The databases and supporting systems we will discuss here are the key systems that come together to make and affect those decisions. Together, they are authoritative for access control and thus need to be rigorously isolated. Careful distinction should be made between these responsibilities, particularly when deciding whether to collapse them into a single system, which should generally be avoided if possible.
The zero trust model is still very new, and this area is undergoing rapid evolution. Some of the content included in this chapter is considered state of the art at the time of this writing. Known implementations still vary wildly in their approaches, and most are not publicly available. That being said, the major components and responsibilities are understood.
Taking reality into account, this chapter will focus on high-level architectural arrangement of the components required to make zero trust authorization decisions, as well as how they fit together and enforce said decisions.

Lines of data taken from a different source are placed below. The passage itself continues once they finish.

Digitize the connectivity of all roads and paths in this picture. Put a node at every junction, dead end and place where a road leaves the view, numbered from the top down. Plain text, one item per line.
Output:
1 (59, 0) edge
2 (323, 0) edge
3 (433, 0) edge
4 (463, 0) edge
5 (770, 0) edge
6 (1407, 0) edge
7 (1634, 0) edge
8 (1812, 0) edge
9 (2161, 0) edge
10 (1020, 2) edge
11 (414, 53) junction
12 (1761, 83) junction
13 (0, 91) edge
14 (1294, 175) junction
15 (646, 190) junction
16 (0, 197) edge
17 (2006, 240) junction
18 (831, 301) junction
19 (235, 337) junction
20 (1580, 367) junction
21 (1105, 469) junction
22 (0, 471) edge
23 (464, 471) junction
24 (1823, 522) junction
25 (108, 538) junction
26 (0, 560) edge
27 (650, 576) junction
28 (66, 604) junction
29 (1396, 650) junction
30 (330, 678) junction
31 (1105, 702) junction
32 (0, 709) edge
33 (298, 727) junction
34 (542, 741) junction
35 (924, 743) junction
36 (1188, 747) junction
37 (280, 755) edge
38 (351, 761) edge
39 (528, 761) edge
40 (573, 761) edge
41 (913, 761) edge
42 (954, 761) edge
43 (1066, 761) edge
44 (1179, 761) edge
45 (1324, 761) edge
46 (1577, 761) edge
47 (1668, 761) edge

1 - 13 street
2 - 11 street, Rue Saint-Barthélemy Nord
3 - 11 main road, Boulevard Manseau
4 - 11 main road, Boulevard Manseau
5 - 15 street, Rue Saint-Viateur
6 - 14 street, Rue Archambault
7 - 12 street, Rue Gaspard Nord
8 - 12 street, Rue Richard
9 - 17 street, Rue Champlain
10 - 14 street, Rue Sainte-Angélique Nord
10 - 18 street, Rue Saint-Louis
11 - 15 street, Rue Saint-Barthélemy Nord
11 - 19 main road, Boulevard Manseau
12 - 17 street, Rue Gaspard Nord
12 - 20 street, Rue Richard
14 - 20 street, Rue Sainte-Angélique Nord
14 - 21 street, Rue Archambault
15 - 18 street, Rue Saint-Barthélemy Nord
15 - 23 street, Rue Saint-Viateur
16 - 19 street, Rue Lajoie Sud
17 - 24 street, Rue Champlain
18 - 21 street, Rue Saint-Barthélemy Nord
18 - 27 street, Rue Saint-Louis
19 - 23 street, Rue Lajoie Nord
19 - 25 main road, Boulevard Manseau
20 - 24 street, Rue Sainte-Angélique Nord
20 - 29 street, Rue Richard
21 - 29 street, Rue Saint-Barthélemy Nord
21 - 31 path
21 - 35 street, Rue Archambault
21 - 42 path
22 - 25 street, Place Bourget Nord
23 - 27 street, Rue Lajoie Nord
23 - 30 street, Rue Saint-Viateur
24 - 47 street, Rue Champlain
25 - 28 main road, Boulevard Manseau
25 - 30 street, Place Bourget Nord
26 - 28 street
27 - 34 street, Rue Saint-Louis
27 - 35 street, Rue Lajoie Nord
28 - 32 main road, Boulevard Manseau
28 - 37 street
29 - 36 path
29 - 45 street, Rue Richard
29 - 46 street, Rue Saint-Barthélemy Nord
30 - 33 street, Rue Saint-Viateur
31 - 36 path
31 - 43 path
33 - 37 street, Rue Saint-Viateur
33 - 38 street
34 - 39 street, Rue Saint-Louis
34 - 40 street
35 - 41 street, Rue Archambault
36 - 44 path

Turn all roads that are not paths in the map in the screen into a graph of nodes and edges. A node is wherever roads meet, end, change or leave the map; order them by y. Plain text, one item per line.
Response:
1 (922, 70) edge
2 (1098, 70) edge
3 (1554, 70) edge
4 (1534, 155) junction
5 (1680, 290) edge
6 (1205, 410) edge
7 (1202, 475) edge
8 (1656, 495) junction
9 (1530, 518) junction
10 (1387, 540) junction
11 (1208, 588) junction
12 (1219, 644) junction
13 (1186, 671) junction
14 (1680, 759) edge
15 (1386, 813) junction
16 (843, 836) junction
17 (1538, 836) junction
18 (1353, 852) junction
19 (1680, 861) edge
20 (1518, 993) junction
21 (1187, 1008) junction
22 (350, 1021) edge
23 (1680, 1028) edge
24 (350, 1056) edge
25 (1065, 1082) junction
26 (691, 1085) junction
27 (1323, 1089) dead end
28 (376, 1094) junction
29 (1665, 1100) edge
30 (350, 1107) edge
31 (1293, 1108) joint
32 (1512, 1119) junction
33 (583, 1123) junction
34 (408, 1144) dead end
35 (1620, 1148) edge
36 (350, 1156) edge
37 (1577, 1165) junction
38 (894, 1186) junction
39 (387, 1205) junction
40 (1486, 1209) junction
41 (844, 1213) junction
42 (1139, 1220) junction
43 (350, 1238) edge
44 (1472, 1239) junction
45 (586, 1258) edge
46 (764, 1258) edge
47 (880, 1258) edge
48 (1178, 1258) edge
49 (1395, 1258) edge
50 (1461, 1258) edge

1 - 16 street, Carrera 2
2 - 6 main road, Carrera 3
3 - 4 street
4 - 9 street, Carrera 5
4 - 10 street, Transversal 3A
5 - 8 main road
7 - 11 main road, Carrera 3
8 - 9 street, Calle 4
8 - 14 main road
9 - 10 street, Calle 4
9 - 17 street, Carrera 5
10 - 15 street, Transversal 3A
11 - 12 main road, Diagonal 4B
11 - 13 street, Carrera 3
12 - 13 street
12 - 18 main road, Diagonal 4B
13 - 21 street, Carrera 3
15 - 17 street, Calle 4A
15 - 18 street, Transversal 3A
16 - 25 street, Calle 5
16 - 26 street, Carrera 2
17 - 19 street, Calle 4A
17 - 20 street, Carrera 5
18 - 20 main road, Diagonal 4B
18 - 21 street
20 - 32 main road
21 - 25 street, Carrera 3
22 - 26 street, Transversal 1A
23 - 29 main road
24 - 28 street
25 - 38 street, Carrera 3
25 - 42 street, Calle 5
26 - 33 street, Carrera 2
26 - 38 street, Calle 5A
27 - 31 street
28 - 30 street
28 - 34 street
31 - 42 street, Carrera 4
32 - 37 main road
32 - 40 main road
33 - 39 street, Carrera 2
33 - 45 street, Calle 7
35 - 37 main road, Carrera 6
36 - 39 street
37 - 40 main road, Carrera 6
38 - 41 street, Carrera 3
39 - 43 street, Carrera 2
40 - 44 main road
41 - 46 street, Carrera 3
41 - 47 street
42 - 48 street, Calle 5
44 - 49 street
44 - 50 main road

The zero trust authorization architecture comprises four main components, as shown in Figure 4-1:
These four components are distinct in their responsibilities, and as a result, we treat them as separate systems. From a security standpoint, it is highly desirable that these components be isolated from each other. These systems represent the practical crown jewels of the zero trust security model, so special care should be taken in their maintenance and security posture. Carefully evaluate any proposals that suggest collapsing these responsibilities into a single system.
The enforcement component will exist in large numbers throughout the system and should be as close to the workload as possible. It is the one that actually affects the outcome of the authorization decision. It is typically manifested as a load balancer, proxy, or even a firewall. This component interacts with the policy engine, which is the piece that we use to make the actual decision. The enforcement component ensures that clients are authenticated, and passes the context of each flow/request to the policy engine. The policy engine compares the request and its context to policy, and informs the enforcer whether the request will be permitted or not.
The trust engine is leveraged by the policy engine for risk analysis purposes. It leverages multiple data sources in order to compute a risk score, similar to a credit score. This score can be used to protect against unknown unknowns, and helps keep policy strong and robust without complicating it with edge cases and signatures. It is used by the policy engine as an additional component by which an authorization decision can be made. Google’s BeyondCorp is widely recognized as having pioneered this technology.
Finally, we have the various data stores that represent the source of truth for the data being used to inform authorization. This data is used to paint a full contextual picture of a particular flow/request, using small authenticated bits of data as the primary lookup keys (i.e., a username or a device’s serial number). These data stores, be they user data, device data, or otherwise, are heavily leveraged by both the policy engine and trust engine, and represent the backing against which all decisions are measured.
The enforcement component (depicted in Figure 4-2) is a natural place to start. It sits on the “front line” of the authorization flow and is responsible for carrying out decisions made by the rest of the authorization system.
Enforcement can be broken down into two primary responsibilities. First, an interaction with the policy engine must occur. This is generally the authorization request itself (e.g., a load balancer has received a request and needs to know whether it is authorized or not). The second is the actual installation and ongoing enforcement of the decision. While these two responsibilities represent a single component in the zero trust authorization architecture, you can choose whether they are fulfilled together or separately.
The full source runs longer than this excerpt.